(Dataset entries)
........
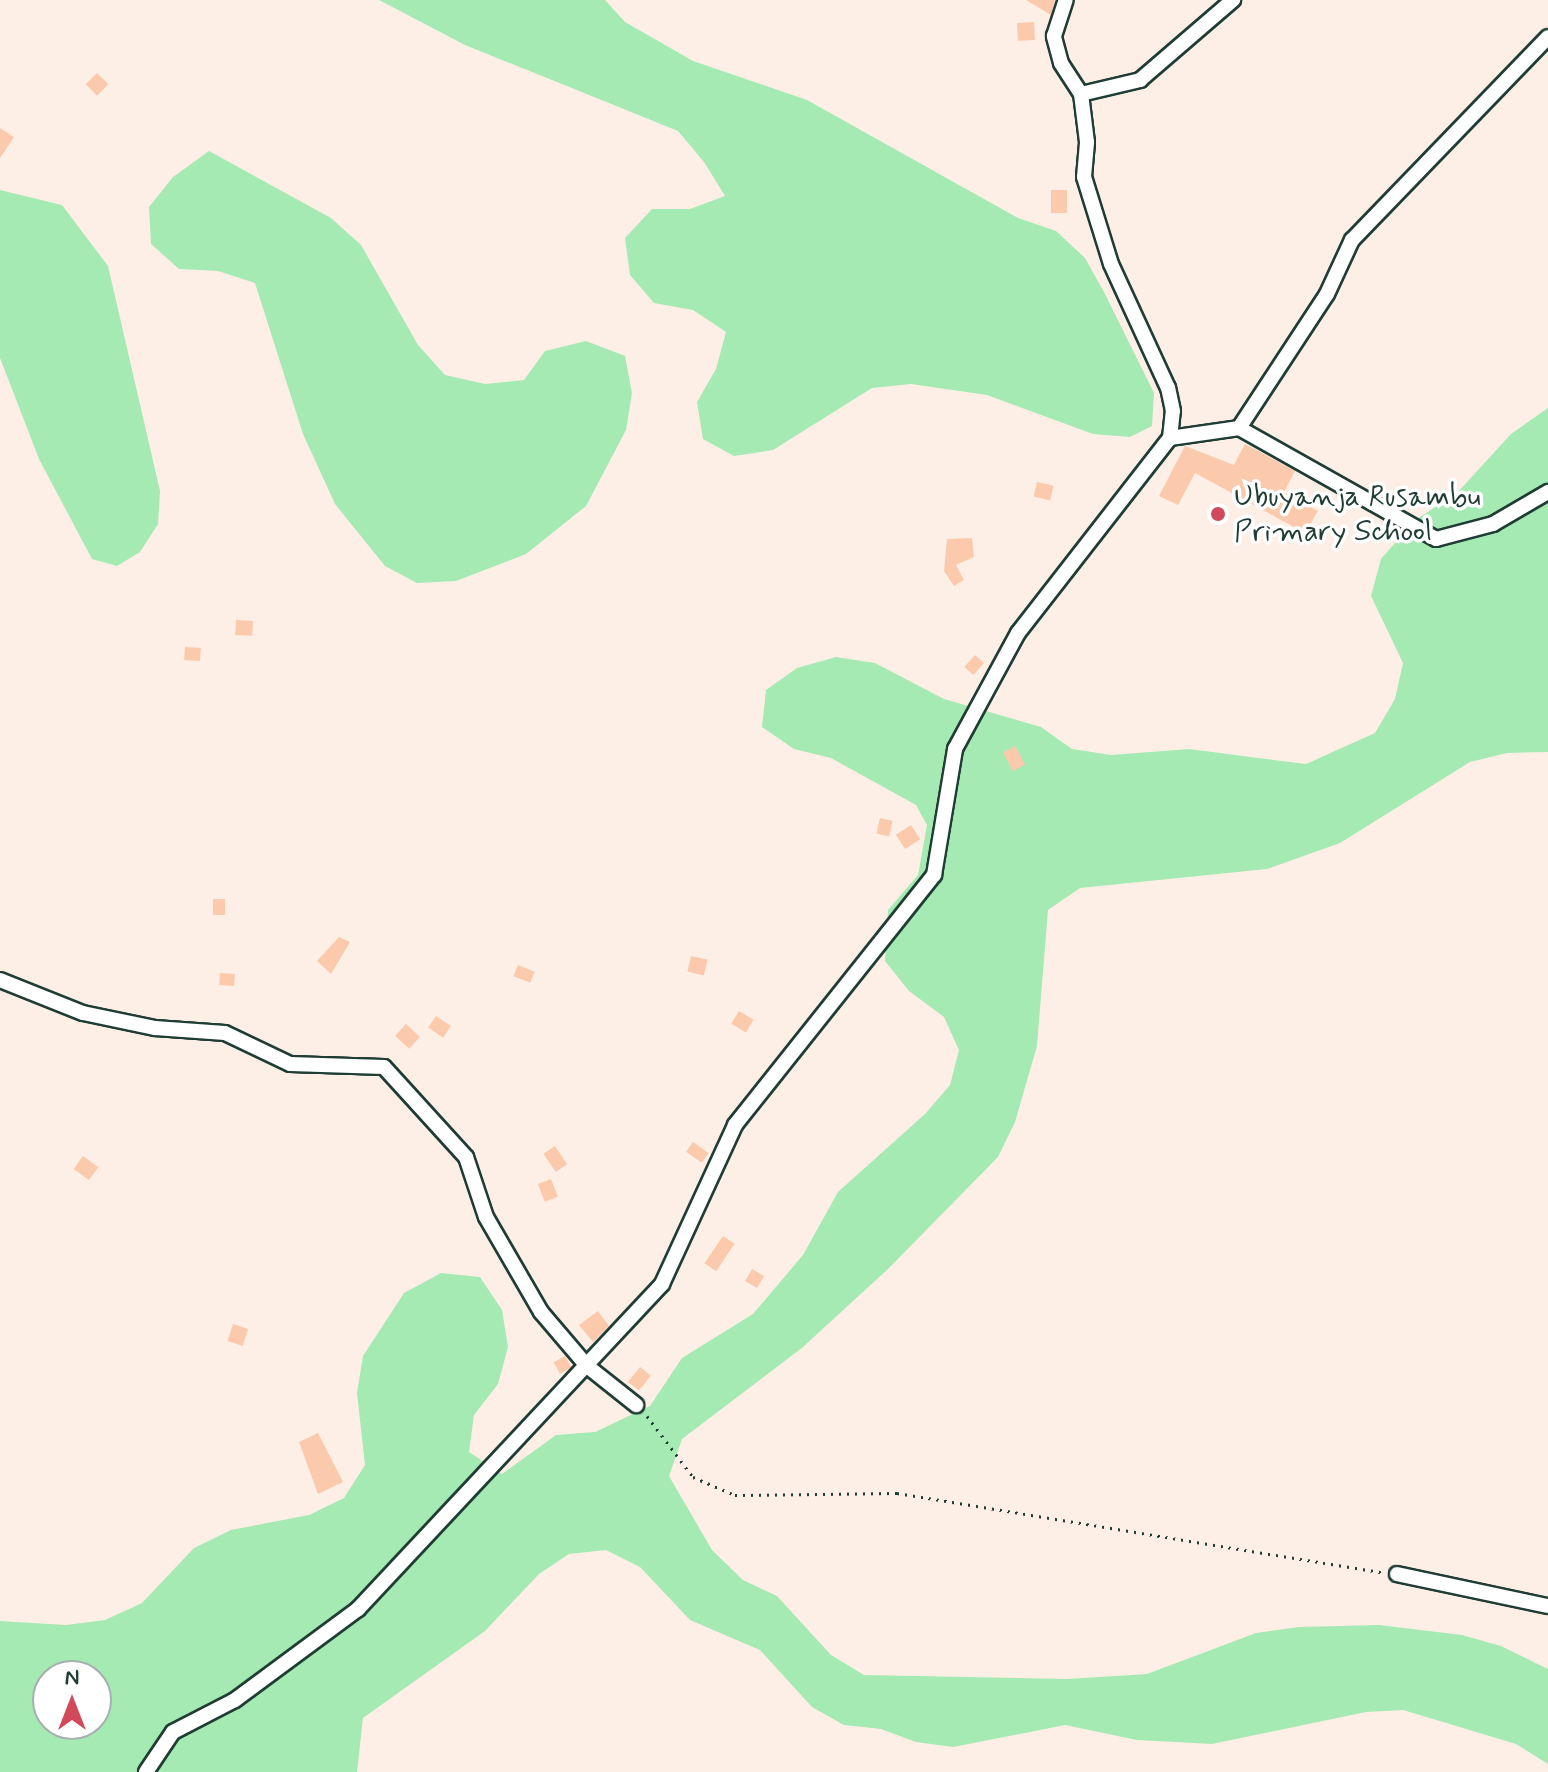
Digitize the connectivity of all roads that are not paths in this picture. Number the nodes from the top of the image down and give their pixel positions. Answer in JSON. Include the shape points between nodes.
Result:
{"nodes":[{"id":1,"x":1066,"y":0,"type":"edge"},
{"id":2,"x":1233,"y":0,"type":"edge"},
{"id":3,"x":1548,"y":37,"type":"edge"},
{"id":4,"x":1081,"y":94,"type":"junction"},
{"id":5,"x":1239,"y":428,"type":"junction"},
{"id":6,"x":1170,"y":438,"type":"junction"},
{"id":7,"x":1548,"y":492,"type":"edge"},
{"id":8,"x":0,"y":980,"type":"edge"},
{"id":9,"x":587,"y":1366,"type":"junction"},
{"id":10,"x":636,"y":1405,"type":"road end"},
{"id":11,"x":1397,"y":1574,"type":"road end"},
{"id":12,"x":1548,"y":1606,"type":"edge"},
{"id":13,"x":146,"y":1772,"type":"edge"}],
"edges":[{"from":1,"to":4,"type":"street","via":[[1054,36],[1061,63]]},
{"from":2,"to":4,"type":"street","via":[[1140,80]]},
{"from":3,"to":5,"type":"street","via":[[1352,240],[1327,294]]},
{"from":4,"to":6,"type":"street","via":[[1087,142],[1084,177],[1111,264],[1168,388],[1173,411]]},
{"from":5,"to":6,"type":"street"},
{"from":5,"to":7,"type":"street","via":[[1436,539],[1493,524]]},
{"from":6,"to":9,"type":"street","via":[[1018,633],[996,671],[955,749],[934,875],[735,1125],[662,1284]]},
{"from":8,"to":9,"type":"street","via":[[83,1013],[155,1028],[225,1033],[290,1064],[384,1067],[466,1157],[486,1217],[508,1260],[541,1312]]},
{"from":9,"to":10,"type":"street"},
{"from":9,"to":13,"type":"street","via":[[358,1609],[235,1700],[173,1732]]},
{"from":11,"to":12,"type":"street"}]}
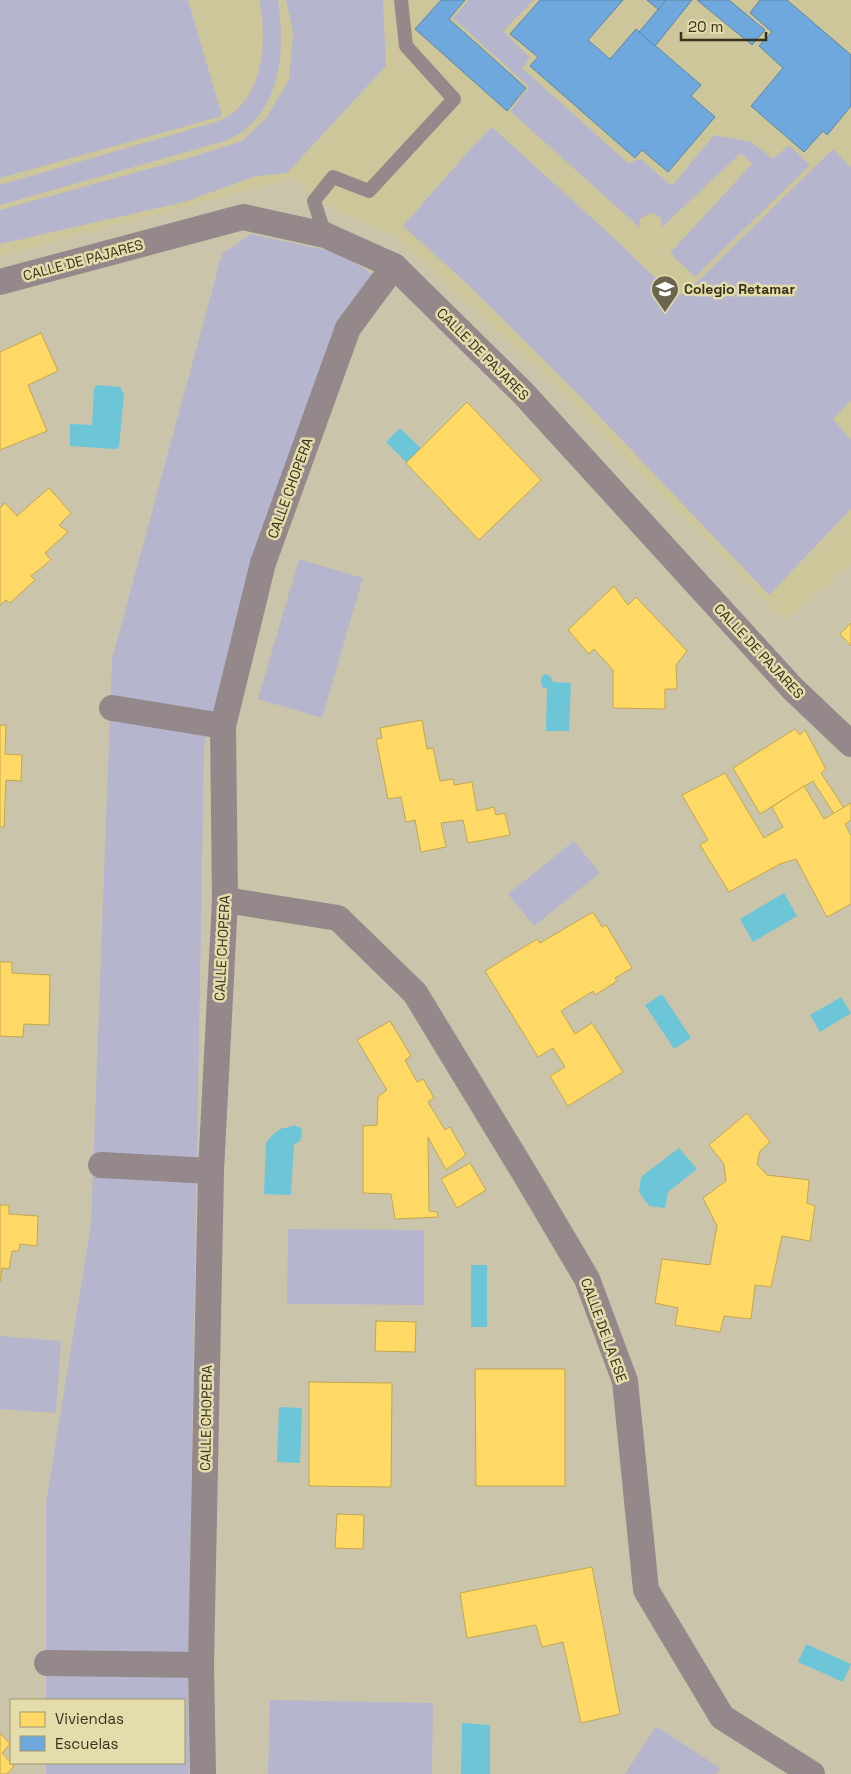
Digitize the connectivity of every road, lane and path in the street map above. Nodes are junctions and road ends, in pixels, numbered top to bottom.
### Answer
1 (401, 0) edge
2 (325, 235) junction
3 (394, 266) junction
4 (0, 282) edge
5 (112, 708) dead end
6 (223, 726) junction
7 (851, 744) edge
8 (225, 900) junction
9 (101, 1165) dead end
10 (211, 1171) junction
11 (47, 1663) dead end
12 (201, 1665) junction
13 (203, 1774) edge
14 (812, 1774) edge

1 - 2 lane
2 - 3 street, CALLE DE PAJARES
2 - 4 street, CALLE DE PAJARES
3 - 6 street, CALLE CHOPERA
3 - 7 street, CALLE DE PAJARES
5 - 6 street
6 - 8 street, CALLE CHOPERA
8 - 10 street, CALLE CHOPERA
8 - 14 street, CALLE DE LA ESE
9 - 10 street
10 - 12 street, CALLE CHOPERA
11 - 12 street
12 - 13 street, CALLE CHOPERA

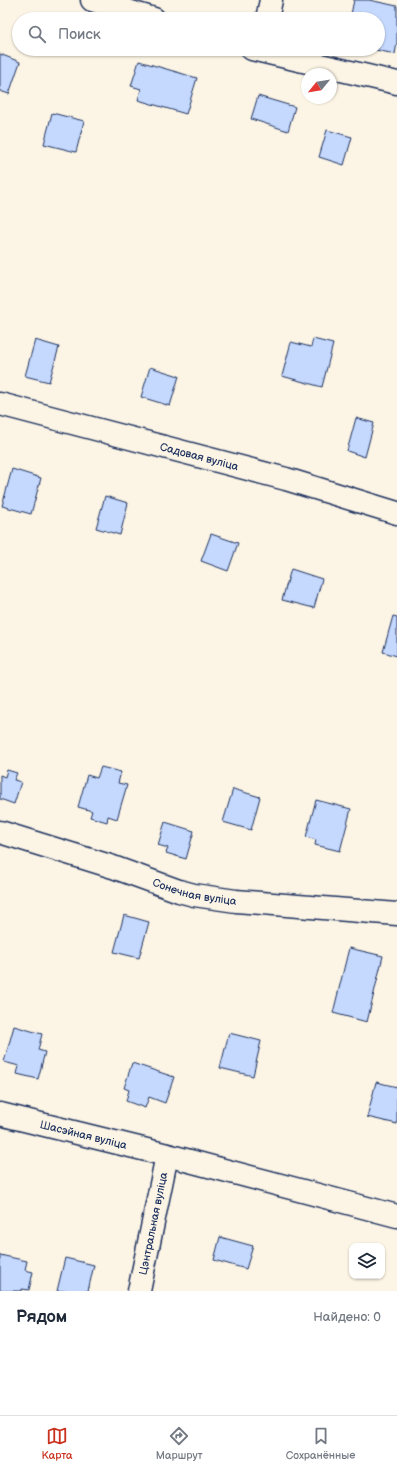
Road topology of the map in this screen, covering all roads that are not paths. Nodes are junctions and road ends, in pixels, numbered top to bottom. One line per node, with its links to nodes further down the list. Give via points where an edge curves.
1 (92, 0): 3 (street)
2 (272, 0): 4 (street)
3 (131, 12)
4 (269, 12)
5 (282, 56): 6 (street)
6 (397, 83)
7 (0, 404): 8 (street, Садовая вуліца, via 286,479)
8 (397, 513)
9 (0, 832): 10 (street, Сонечная вуліца, via 194,895 236,902)
10 (397, 914)
11 (0, 1114): 12 (street, Шасэйная вуліца)
12 (167, 1155): 13 (street, Шасэйная вуліца); 14 (street, Цэнтральная вуліца)
13 (397, 1216)
14 (139, 1291)

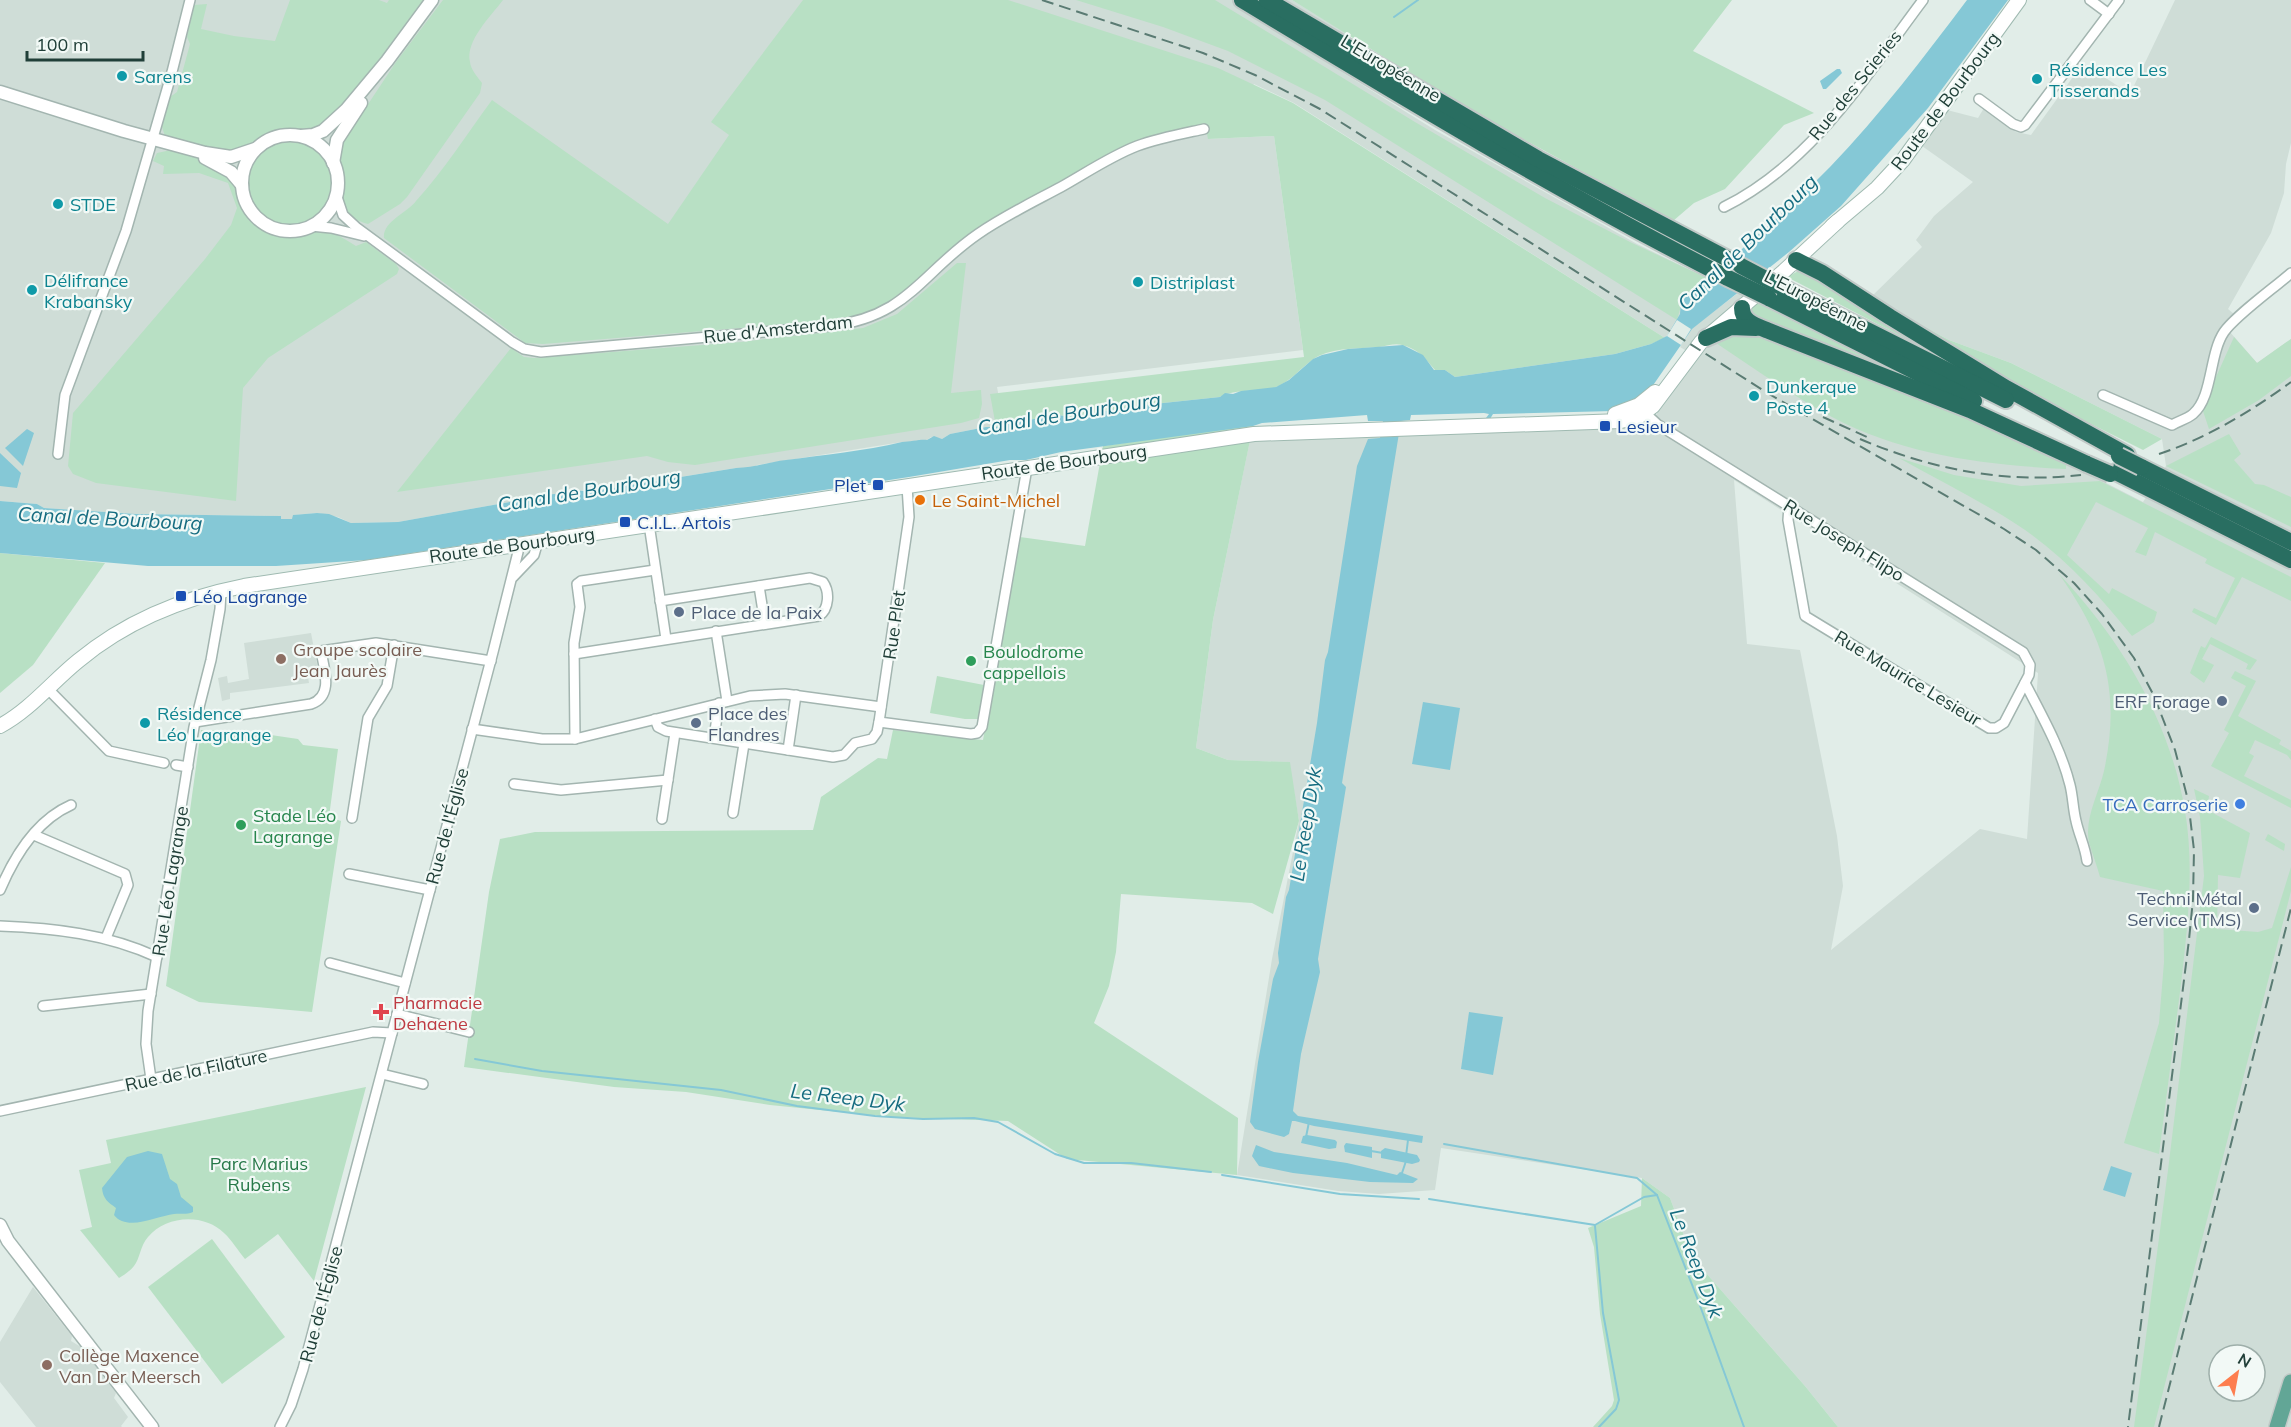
........
Required action » Take the line containing "Road topology of" as the first line and the last line of the data above as the final one, and output exactly the lines between them, inclusive, with no pictures.

Task answer »
Road topology of the map in this screen, covering all roads that are not paths. Nodes are junctions and road ends, in pixels, numbered top to bottom. One line per node, with its links to nodes further down the list. Give via points where an edge curves.
1 (92, 0): 3 (street)
2 (272, 0): 4 (street)
3 (131, 12)
4 (269, 12)
5 (282, 56): 6 (street)
6 (397, 83)
7 (0, 404): 8 (street, Садовая вуліца, via 286,479)
8 (397, 513)
9 (0, 832): 10 (street, Сонечная вуліца, via 194,895 236,902)
10 (397, 914)
11 (0, 1114): 12 (street, Шасэйная вуліца)
12 (167, 1155): 13 (street, Шасэйная вуліца); 14 (street, Цэнтральная вуліца)
13 (397, 1216)
14 (139, 1291)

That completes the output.